### Data provided

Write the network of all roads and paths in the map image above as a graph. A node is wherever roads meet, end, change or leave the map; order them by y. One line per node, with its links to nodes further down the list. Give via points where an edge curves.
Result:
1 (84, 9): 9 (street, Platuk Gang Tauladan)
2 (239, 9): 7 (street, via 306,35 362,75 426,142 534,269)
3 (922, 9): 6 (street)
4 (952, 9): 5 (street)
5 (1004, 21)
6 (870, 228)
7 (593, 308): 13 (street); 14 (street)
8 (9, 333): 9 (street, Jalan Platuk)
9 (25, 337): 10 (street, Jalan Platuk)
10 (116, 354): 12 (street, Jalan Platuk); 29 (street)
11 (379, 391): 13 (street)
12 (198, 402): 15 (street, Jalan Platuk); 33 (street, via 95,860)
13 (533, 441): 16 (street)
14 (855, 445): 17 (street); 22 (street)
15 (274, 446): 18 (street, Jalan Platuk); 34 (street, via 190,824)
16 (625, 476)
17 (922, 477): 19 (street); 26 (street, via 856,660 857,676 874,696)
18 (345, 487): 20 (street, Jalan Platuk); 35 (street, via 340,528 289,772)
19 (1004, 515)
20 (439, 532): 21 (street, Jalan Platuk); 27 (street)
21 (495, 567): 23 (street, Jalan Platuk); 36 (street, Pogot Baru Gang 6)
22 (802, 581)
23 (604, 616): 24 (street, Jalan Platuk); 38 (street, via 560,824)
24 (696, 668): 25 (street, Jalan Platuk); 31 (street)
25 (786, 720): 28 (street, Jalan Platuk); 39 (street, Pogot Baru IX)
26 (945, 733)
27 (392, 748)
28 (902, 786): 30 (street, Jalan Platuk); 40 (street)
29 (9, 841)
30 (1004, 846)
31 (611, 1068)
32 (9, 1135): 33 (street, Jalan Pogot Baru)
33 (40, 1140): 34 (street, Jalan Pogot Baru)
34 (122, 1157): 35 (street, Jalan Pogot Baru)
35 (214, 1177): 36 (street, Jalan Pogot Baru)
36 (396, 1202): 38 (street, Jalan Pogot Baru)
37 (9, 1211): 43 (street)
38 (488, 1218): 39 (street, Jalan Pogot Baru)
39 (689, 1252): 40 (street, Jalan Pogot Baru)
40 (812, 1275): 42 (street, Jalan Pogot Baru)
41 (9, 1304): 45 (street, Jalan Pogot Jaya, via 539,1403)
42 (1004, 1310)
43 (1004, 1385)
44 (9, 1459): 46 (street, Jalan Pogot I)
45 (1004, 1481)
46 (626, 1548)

######

- **Task details**
Down to the final line, write out all of the material exactly.

- **Answer to this problem**
Write the network of all roads and paths in the map image above as a graph. A node is wherever roads meet, end, change or leave the map; order them by y. One line per node, with its links to nodes further down the list. Give via points where an edge curves.
Result:
1 (84, 9): 9 (street, Platuk Gang Tauladan)
2 (239, 9): 7 (street, via 306,35 362,75 426,142 534,269)
3 (922, 9): 6 (street)
4 (952, 9): 5 (street)
5 (1004, 21)
6 (870, 228)
7 (593, 308): 13 (street); 14 (street)
8 (9, 333): 9 (street, Jalan Platuk)
9 (25, 337): 10 (street, Jalan Platuk)
10 (116, 354): 12 (street, Jalan Platuk); 29 (street)
11 (379, 391): 13 (street)
12 (198, 402): 15 (street, Jalan Platuk); 33 (street, via 95,860)
13 (533, 441): 16 (street)
14 (855, 445): 17 (street); 22 (street)
15 (274, 446): 18 (street, Jalan Platuk); 34 (street, via 190,824)
16 (625, 476)
17 (922, 477): 19 (street); 26 (street, via 856,660 857,676 874,696)
18 (345, 487): 20 (street, Jalan Platuk); 35 (street, via 340,528 289,772)
19 (1004, 515)
20 (439, 532): 21 (street, Jalan Platuk); 27 (street)
21 (495, 567): 23 (street, Jalan Platuk); 36 (street, Pogot Baru Gang 6)
22 (802, 581)
23 (604, 616): 24 (street, Jalan Platuk); 38 (street, via 560,824)
24 (696, 668): 25 (street, Jalan Platuk); 31 (street)
25 (786, 720): 28 (street, Jalan Platuk); 39 (street, Pogot Baru IX)
26 (945, 733)
27 (392, 748)
28 (902, 786): 30 (street, Jalan Platuk); 40 (street)
29 (9, 841)
30 (1004, 846)
31 (611, 1068)
32 (9, 1135): 33 (street, Jalan Pogot Baru)
33 (40, 1140): 34 (street, Jalan Pogot Baru)
34 (122, 1157): 35 (street, Jalan Pogot Baru)
35 (214, 1177): 36 (street, Jalan Pogot Baru)
36 (396, 1202): 38 (street, Jalan Pogot Baru)
37 (9, 1211): 43 (street)
38 (488, 1218): 39 (street, Jalan Pogot Baru)
39 (689, 1252): 40 (street, Jalan Pogot Baru)
40 (812, 1275): 42 (street, Jalan Pogot Baru)
41 (9, 1304): 45 (street, Jalan Pogot Jaya, via 539,1403)
42 (1004, 1310)
43 (1004, 1385)
44 (9, 1459): 46 (street, Jalan Pogot I)
45 (1004, 1481)
46 (626, 1548)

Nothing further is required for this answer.